Pelosi later told the press that she and her leadership team brought Democrats to victory in 2006 and would do so again.

But repairing the rifts in the Caucus won’t be easy. In addition to the 43 votes for Shuler, 68 returning Democrats effectively registered a vote of no confidence to Democratic leadership by asking them to delay Wednesday’s elections until December. Reps. Peter DeFazio and Marcy Kaptur, who led the effort, said Members needed time to digest the midterm outcome.

Pelosi has blamed the Democrats’ defeat on the 9.6 percent unemployment rate — not her leadership in particular. And she argued that a $75 million attack ad campaign has led to her low poll ratings.

“Let me put that in perspective: How would your ratings be if $75 million was spent against you?” she asked a reporter after the Caucus vote.
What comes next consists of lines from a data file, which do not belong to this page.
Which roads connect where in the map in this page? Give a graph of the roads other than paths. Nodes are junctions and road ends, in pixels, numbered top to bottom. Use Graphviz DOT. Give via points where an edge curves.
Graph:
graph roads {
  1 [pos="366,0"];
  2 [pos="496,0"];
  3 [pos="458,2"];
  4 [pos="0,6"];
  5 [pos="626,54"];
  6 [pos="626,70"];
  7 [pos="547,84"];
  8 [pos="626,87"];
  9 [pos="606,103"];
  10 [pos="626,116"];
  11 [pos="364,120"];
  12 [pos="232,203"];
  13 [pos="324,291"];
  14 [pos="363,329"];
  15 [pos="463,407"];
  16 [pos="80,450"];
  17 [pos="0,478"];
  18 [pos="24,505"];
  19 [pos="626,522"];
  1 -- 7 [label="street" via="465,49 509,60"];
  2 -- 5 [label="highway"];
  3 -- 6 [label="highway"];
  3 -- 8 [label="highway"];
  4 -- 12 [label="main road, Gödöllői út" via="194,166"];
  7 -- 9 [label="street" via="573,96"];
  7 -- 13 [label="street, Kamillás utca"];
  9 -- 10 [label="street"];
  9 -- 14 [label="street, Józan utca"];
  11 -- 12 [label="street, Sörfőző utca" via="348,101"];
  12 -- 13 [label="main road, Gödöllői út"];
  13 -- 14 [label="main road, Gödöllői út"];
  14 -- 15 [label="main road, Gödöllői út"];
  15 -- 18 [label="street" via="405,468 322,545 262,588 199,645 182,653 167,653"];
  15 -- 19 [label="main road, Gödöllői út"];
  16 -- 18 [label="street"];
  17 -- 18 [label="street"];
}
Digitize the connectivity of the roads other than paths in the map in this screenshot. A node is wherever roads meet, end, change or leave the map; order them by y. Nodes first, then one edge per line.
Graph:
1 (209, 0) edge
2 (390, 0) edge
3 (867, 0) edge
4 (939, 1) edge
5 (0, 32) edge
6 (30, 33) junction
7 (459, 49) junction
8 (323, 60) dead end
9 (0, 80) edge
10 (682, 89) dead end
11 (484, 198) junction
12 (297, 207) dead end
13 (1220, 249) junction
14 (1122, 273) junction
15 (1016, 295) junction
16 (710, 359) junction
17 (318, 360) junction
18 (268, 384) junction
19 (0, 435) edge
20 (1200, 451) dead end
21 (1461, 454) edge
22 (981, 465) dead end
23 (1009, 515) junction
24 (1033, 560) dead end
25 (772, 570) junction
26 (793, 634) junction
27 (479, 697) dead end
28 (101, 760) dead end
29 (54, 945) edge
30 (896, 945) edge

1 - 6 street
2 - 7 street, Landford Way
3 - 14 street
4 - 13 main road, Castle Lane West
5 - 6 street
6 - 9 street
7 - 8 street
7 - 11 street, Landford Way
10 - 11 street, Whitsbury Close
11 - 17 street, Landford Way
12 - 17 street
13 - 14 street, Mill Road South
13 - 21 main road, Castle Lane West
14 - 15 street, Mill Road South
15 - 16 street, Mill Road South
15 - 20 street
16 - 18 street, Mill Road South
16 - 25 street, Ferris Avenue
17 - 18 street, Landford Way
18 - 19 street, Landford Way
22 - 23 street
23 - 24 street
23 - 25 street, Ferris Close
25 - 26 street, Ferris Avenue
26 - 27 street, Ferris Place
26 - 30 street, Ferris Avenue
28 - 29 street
Pelosi said Democrats know she is an effective leader.

Aides said Pelosi, who has led the Caucus for eight years, has reached out to nearly every Democratic Member since Election Day, including the new and defeated, to try to bring them together. Republicans gained at least 61 seats in the midterms, and some Democrats fear many of those seats may be lost for good.

The losses have fueled Pelosi’s critics in questioning her leadership and suggesting that now is time for a shake-up. And at Wednesday’s vote, Shuler and other detractors pressed Pelosi to take a more inclusive approach to governing.
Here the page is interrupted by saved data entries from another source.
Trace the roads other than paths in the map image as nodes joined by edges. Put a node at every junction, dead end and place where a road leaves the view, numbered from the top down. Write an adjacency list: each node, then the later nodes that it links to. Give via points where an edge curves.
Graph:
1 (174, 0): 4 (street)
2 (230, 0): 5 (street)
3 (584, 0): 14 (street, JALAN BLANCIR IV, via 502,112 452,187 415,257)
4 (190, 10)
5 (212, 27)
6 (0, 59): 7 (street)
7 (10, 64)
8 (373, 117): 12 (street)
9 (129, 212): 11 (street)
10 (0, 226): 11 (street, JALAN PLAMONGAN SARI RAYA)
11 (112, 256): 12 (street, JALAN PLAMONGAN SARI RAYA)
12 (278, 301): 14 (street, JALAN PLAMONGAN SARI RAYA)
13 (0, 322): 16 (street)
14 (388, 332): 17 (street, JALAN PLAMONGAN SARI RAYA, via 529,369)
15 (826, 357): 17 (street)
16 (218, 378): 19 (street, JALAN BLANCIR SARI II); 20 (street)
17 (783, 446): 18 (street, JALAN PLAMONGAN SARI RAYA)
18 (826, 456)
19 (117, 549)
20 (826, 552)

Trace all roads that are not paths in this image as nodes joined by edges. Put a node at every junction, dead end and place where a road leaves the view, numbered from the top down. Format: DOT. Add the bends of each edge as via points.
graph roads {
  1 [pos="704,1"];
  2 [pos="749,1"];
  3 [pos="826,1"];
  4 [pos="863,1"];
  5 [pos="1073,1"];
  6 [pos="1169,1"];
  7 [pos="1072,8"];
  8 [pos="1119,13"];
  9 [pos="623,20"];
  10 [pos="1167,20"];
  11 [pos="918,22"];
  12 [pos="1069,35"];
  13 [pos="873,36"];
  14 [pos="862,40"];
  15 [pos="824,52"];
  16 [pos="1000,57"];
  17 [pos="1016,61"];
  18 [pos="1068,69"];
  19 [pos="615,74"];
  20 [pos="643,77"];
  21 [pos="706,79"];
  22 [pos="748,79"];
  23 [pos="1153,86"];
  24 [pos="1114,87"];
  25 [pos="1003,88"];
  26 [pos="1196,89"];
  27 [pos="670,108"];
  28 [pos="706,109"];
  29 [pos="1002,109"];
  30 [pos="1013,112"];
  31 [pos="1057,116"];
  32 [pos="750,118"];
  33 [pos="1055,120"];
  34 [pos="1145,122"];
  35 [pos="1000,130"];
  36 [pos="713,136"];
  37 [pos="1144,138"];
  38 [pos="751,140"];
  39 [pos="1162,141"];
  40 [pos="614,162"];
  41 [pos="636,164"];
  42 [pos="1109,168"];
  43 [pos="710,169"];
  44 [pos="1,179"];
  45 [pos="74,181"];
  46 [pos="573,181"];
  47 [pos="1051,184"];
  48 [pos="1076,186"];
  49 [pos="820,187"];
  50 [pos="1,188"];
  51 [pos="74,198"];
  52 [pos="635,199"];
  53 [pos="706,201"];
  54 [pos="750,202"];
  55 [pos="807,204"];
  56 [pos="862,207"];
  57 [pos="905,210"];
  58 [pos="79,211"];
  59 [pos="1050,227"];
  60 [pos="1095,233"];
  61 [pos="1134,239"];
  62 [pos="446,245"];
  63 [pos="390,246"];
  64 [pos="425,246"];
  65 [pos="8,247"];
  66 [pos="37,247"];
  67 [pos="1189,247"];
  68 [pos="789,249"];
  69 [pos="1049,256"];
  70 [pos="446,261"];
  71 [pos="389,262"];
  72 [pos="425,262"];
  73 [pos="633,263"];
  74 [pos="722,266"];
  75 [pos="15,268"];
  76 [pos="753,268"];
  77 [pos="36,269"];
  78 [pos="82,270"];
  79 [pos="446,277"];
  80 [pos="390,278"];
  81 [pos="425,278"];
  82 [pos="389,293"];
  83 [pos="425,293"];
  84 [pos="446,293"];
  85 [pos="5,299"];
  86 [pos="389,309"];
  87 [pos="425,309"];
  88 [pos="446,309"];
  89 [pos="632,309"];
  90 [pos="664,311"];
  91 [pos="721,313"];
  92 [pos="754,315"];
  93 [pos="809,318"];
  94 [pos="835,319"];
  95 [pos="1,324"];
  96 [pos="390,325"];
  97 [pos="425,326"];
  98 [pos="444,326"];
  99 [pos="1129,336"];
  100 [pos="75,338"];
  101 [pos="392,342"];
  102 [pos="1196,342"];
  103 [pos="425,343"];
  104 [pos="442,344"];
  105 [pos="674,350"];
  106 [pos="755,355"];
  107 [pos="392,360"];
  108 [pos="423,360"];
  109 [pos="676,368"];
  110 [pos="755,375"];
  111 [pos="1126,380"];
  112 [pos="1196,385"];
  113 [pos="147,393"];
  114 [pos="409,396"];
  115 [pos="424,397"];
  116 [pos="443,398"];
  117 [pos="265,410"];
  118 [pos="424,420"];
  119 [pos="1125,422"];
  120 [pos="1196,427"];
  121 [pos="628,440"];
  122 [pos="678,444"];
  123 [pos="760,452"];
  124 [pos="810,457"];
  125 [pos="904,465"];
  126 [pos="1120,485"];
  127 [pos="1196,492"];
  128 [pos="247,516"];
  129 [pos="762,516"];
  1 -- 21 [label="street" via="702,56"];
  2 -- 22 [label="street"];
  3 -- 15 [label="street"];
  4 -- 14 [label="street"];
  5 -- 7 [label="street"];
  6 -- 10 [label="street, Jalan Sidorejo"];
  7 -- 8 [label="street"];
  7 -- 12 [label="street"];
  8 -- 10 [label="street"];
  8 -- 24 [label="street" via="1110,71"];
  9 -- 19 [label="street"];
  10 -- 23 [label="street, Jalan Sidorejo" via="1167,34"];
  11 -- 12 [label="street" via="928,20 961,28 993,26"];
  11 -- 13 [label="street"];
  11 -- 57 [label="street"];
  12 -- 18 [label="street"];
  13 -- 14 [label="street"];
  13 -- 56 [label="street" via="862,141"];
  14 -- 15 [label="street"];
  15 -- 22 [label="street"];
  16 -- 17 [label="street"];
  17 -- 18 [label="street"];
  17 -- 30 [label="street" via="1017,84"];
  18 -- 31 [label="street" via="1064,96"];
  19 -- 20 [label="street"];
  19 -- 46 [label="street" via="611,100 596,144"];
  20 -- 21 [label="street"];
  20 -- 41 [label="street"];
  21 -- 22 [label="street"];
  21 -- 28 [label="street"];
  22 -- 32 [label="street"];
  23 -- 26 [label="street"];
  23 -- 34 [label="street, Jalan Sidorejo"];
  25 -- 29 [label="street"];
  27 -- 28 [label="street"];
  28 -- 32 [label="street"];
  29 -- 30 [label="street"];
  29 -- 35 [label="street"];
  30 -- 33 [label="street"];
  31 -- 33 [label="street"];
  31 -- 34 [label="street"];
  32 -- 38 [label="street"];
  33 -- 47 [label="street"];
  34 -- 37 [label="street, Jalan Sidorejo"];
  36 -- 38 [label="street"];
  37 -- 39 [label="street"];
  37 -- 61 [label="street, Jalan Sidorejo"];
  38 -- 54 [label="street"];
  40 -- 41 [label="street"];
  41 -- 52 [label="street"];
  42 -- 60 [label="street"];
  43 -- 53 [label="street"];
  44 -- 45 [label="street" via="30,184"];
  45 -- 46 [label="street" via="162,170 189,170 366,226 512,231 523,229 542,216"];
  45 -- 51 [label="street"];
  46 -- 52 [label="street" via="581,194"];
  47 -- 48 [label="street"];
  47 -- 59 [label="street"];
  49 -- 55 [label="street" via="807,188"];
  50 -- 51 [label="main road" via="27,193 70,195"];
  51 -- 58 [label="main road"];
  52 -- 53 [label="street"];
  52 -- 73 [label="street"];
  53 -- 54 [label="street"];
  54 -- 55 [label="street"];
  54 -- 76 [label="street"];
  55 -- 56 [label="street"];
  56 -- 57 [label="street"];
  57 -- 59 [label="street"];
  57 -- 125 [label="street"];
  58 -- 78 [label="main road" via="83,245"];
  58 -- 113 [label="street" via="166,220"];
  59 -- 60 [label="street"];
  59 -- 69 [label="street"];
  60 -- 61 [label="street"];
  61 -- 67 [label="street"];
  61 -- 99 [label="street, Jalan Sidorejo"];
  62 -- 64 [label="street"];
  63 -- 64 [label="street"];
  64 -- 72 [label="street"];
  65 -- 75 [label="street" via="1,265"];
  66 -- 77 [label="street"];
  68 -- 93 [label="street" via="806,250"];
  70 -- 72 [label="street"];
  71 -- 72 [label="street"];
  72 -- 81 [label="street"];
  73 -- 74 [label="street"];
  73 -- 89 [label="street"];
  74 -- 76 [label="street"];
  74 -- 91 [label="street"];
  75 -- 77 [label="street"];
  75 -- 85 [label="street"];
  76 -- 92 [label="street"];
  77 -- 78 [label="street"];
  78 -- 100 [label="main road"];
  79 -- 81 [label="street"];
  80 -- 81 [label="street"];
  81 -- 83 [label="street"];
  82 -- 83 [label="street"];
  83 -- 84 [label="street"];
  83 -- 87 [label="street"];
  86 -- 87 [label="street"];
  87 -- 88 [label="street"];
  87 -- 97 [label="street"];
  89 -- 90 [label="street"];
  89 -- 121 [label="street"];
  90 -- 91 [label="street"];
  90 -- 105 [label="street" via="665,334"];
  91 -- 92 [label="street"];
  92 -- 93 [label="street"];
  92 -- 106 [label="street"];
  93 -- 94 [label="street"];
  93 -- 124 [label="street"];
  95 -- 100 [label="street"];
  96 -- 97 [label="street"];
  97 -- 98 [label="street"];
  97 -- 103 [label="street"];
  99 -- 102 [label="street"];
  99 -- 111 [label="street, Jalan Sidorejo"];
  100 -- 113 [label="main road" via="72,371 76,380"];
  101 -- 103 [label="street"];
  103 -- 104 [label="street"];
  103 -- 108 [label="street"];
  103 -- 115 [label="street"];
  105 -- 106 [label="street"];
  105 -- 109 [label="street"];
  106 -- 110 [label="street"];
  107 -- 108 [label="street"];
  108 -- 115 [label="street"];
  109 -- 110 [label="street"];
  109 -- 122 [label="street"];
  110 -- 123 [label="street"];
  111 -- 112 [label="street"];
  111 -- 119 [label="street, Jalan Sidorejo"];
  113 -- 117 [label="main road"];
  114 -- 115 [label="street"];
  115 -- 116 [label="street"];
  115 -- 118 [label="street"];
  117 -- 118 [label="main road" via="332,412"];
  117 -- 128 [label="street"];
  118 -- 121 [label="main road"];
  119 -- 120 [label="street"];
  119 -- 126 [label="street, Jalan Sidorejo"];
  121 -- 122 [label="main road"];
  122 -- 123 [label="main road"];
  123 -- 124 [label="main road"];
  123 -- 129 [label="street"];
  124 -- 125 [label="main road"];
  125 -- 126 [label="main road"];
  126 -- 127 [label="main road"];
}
“At the end of the day, we have to come together as a party to win together,” Shuler said, according to a source in the Caucus room.

Shuler’s speech to his colleagues was not combative, sources said. He opened by recounting having his young daughter sitting in his lap in 2007 when Pelosi was elected Speaker and whispering in her ear, “There’s nothing in this world that you cannot do.”

But Shuler also talked about his days as an NFL quarterback, recalling the day his coach told him that it wasn’t about him, but it was time to go. The North Carolina Democrat said at a news conference afterward that he ran to “ensure that the moderates are heard and that we have a seat at the table” and that Pelosi has made a commitment to listen.

“There was a lot of unrest in the room for several hours,” Shuler said, noting the hours of debate on whether to even hold the elections this week. “It sends a message, but in a way that is constructive.”

“I think that there’s a lot of concern in the Caucus about direction and where we go from here, and 68 votes shows significant concern,” said Rep. Dennis Cardoza (Calif.), who Pelosi has informally tapped as the fiscally conservative Blue Dog Coalition liaison to leadership. “The Caucus will continue to do a great deal of soul-searching as it moves forward.”

Still, other Democrats were less forgiving. As Rep. Jim Matheson put it: “Same old, same old isn’t going to cut it, as far as I’m concerned. The voters spoke.”

The Utah lawmaker, another Blue Dog, is proposing a series of rules changes to limit Pelosi’s powers. On Wednesday, he agreed to put off consideration of them in exchange for a full Caucus vote, perhaps as soon as Thursday.

He wants to make elected posts of the Democratic Congressional Campaign Committee, the Steering and Policy Committee and the Rules Committee chairmanships, as well as to establish two vice chairman positions on Steering and Policy to expand the Membership.

Pelosi has been called the most powerful Speaker in history and is virtually unmatched when it comes to counting votes and fundraising. And it is those very skills that many argued kept the critics from sidelining her Wednesday.

Rep. Mike Doyle (D-Pa.), who nominated her for Minority Leader, argued: “How can we fold on her when she’s not folding on us?” according to a source.